Upward and Inward = Great Commandment
Outward and Forward = Great Commission

That's what I helped the members of Calvary's 31 groups plan to do more of last year when I taught there,

Last weekend I learned that it took the total number of groups from 31 to a whopping 52 group! While I'd never say my presence or teaching skills/talent was the key, I will say this: providing a time and place for whole small groups to come together and create a strategic plan of action works!
• It reduces leader fatigue and burnout.
• It involves the members of the group in planning and execution, increasing ownership.
• It gives potential leaders the opportunities needed to spread their wings and try leading out in a safe environment.

So what I did I train the groups to do this year?
• How to use a Blessing List (blogged about a couple of months ago... check the archives for more info).
• How to experience Christ's presence, power, and purposes when they met as a group (also blogged about a while back).
• How to form a core team and create plans for the next month of meetings and between-meeting activities (can't remember if I blogged about this or not, but you can find out about it from this article I wrote in my ministry's e-newsletter.

I have no doubt that I will go back one day soon and find well over a hundred small groups at Calvary Chapel Melbourne. This church's lead pastor places a high priority on their home group ministry, and the small groups pastor visits groups regularly to challenge them to love God, love one another, and love the lost with a time investment.

Pastor, when is the last time you visited one of your small groups to challenge them to be more and do more for God? When have you gathered your groups together for strategic planning? Do your small group members receive any sort of training and corporate encouragement, or is it all up to the leaders of the groups to do this?


mike said...

Did you meet a man named John Forsythe? He was part of our local Christian Surfers group and moved to Calvary Melbourne last year to plant a new Vineyard near the beach.

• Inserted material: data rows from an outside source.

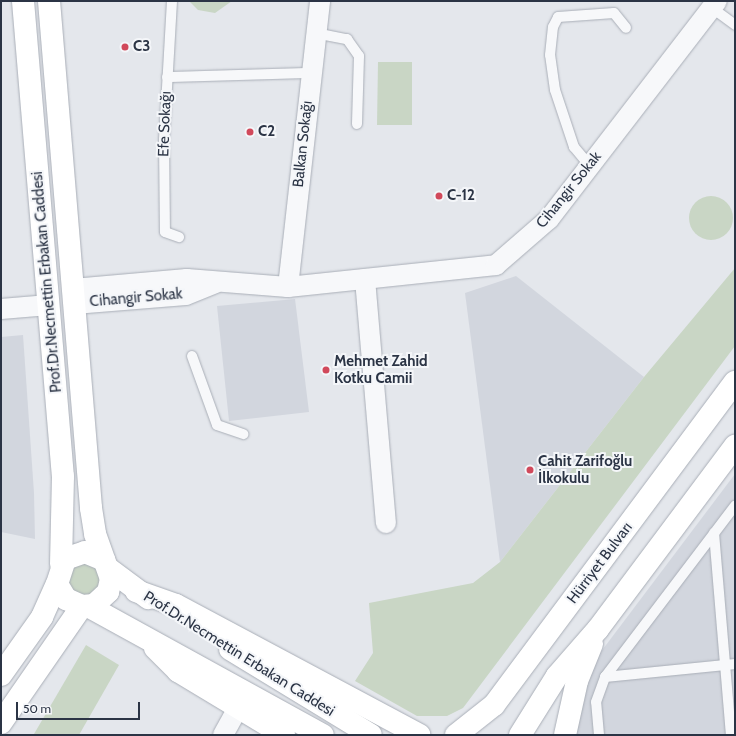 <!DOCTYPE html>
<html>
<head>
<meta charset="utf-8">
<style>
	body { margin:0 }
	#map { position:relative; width:736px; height:736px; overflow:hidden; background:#e4e7ec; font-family:Cabin,sans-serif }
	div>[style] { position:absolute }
	.built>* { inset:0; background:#d2d6de }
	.green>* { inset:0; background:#c9d6c5 }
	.round { border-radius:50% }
	.roads { filter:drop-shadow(0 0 1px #a9aeb7) drop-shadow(0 0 1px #a9aeb7) }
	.lane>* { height:10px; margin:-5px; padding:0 5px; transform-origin:5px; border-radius:5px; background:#f7f8fa }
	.street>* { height:20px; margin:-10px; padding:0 10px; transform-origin:10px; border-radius:10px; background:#f7f8fa }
	.secondary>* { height:22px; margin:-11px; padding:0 11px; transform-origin:11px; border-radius:11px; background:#fff }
	.primary>* { height:22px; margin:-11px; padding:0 11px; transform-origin:11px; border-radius:11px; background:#fff }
	.dots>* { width:11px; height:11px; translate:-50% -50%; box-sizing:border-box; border:2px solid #f4f6f9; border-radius:50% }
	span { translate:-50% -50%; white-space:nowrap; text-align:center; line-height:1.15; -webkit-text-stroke:4px #f4f6f9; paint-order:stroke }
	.poi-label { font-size:15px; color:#2b3445; font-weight:700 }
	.left { translate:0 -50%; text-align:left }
	.street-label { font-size:15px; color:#2b3445 }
	.frame { position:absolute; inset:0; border:2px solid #2b3445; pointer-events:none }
	.scale { position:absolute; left:16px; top:702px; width:124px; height:18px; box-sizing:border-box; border:2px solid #2b3445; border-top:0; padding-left:5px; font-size:12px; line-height:14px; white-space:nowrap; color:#2b3445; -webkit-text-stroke:3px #f4f6f9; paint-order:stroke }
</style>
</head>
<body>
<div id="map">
	<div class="built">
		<div style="clip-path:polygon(516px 276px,644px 377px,500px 562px,465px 293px)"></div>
		<div style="clip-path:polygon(295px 299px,309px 412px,229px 421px,217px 306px)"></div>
		<div style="clip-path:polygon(23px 335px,34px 493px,35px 539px,1px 532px,1px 337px)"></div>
		<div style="clip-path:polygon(735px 474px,735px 735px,567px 735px,600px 653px)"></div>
	</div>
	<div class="green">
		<div style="clip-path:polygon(189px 1px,232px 1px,215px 13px,198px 10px)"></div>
		<div style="clip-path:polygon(378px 62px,412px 62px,412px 125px,377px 125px)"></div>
		<div class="round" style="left:689px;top:196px;width:44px;height:44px"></div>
		<div style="clip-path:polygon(735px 268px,735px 346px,463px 708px,447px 716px,417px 716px,355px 681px,373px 653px,369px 603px,473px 583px,500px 562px,644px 377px)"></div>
		<div class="round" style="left:69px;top:563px;width:32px;height:32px"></div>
		<div style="clip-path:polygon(86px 645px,119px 665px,79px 735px,34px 734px)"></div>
	</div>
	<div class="roads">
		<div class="lane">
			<div style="left:172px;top:1px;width:139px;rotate:93.3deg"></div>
			<div style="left:164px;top:140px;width:92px;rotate:89.4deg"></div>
			<div style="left:165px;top:232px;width:15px;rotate:20deg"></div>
			<div style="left:712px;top:8px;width:29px;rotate:36deg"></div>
			<div style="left:315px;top:33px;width:33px;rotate:11deg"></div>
			<div style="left:347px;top:39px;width:21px;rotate:55deg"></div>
			<div style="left:359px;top:56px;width:68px;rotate:91.7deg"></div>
			<div style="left:167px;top:77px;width:143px;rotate:-1.6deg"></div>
			<div style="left:590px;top:166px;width:25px;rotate:-130deg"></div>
			<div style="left:574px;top:147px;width:60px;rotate:-108.4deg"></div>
			<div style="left:555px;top:90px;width:35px;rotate:-98deg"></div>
			<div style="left:550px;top:55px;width:28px;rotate:-84deg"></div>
			<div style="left:553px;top:27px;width:11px;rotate:-63deg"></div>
			<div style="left:558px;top:17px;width:56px;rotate:-4.1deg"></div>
			<div style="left:614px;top:13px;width:19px;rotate:51deg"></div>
			<div style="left:192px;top:356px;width:73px;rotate:70.1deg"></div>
			<div style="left:217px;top:425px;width:28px;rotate:19deg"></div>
			<div style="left:714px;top:533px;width:203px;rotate:85.2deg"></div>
			<div style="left:605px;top:677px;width:131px;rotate:-5.7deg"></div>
			<div style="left:599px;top:735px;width:33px;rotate:-95deg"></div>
			<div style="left:596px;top:702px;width:27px;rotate:-70deg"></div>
			<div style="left:605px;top:677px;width:215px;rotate:-52.8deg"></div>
		</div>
		<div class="street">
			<div style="left:365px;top:279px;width:245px;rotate:85.1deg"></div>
			<div style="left:288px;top:287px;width:288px;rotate:-83.6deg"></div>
			<div style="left:73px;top:289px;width:114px;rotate:-5deg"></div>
			<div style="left:187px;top:279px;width:101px;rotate:4.5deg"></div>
			<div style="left:288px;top:287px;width:209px;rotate:-6deg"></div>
			<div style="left:496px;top:265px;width:70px;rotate:-41deg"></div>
			<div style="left:549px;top:219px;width:275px;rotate:-52.4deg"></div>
			<div style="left:74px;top:304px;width:112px;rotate:-4.6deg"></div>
			<div style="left:186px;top:295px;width:32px;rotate:-22deg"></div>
			<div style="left:1px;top:309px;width:48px;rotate:-4.8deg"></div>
			<div style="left:223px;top:735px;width:31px;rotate:-61deg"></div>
		</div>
		<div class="secondary">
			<div style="left:23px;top:1px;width:477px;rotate:85.2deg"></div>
			<div style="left:63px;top:476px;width:88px;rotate:91.3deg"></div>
			<div style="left:49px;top:1px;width:509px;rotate:85.26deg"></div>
			<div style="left:91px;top:508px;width:26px;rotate:81deg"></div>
			<div style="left:95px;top:534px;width:48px;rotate:70.4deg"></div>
			<div style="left:111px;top:579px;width:13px;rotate:103deg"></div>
			<div style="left:108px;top:592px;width:19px;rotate:137deg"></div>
			<div style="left:94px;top:605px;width:12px;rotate:175deg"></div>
			<div style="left:82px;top:606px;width:17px;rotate:-156deg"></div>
			<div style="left:66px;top:599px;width:17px;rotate:-121deg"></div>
			<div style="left:57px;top:584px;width:26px;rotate:-72deg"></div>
			<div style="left:65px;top:559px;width:21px;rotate:-19deg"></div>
			<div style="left:85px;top:552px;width:21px;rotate:23deg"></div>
			<div style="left:1px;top:675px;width:71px;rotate:-54.7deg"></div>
			<div style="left:42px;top:617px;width:36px;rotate:-66deg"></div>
			<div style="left:1px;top:723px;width:142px;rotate:-55.3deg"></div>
		</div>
		<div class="primary">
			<div style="left:109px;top:569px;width:49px;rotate:36.6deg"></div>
			<div style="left:136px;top:591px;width:42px;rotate:19.3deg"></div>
			<div style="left:176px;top:605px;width:276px;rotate:28.1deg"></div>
			<div style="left:88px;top:606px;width:268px;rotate:28.8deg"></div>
			<div style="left:155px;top:648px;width:33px;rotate:45deg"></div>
			<div style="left:178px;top:671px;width:124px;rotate:31.1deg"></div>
			<div style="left:230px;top:649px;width:165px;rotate:31.4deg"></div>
			<div style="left:456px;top:735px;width:48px;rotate:-38.3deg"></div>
			<div style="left:494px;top:705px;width:403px;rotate:-53.3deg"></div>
			<div style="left:520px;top:735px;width:70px;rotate:-57.9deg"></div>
			<div style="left:557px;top:676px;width:62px;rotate:-48.9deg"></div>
			<div style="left:598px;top:629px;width:229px;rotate:-53.2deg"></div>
			<div style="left:565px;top:735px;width:55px;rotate:-77.5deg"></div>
			<div style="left:577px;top:681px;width:40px;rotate:-68deg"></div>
		</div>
	</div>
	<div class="dots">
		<div style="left:125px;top:47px;background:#d1495b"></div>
		<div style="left:250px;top:132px;background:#d1495b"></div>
		<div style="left:439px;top:196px;background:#d1495b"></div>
		<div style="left:326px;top:370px;background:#d1495b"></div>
		<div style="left:530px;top:470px;background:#d1495b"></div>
	</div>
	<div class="poi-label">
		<span class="left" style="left:133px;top:47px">C3</span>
		<span class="left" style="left:258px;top:132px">C2</span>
		<span class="left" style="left:447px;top:196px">C-12</span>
		<span class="left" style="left:334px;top:370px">Mehmet Zahid<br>Kotku Camii</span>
		<span class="left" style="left:538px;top:470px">Cahit Zarifoğlu<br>İlkokulu</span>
	</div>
	<div class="street-label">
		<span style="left:165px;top:124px;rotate:-88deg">Efe Sokağı</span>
		<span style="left:303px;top:144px;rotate:-84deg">Balkan Sokağı</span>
		<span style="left:569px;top:190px;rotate:-51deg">Cihangir Sokak</span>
		<span style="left:47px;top:282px;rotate:-95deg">Prof.Dr.Necmettin Erbakan Caddesi</span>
		<span style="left:136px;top:298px;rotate:-5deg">Cihangir Sokak</span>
		<span style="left:600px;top:563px;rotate:-53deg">Hürriyet Bulvarı</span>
		<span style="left:239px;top:654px;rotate:32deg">Prof.Dr.Necmettin Erbakan Caddesi</span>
	</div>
	<div class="frame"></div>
	<div class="scale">50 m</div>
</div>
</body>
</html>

And what's this, it's not enough for you to slice & dice with your forms on the internet -- you have to go get all vegematic in person. You're a sick man, Randall Neighor -- a sick, sick man.

Seriously, thanks for tools like that!

Randall Neighbour said...

I *think* we met, but there were a couple of hundred people there and no one came up and said they were a surfer buddy of yours.

And thanks for the cudos. I am indeed a sick man in a good sort of way. Kinda. Sorta.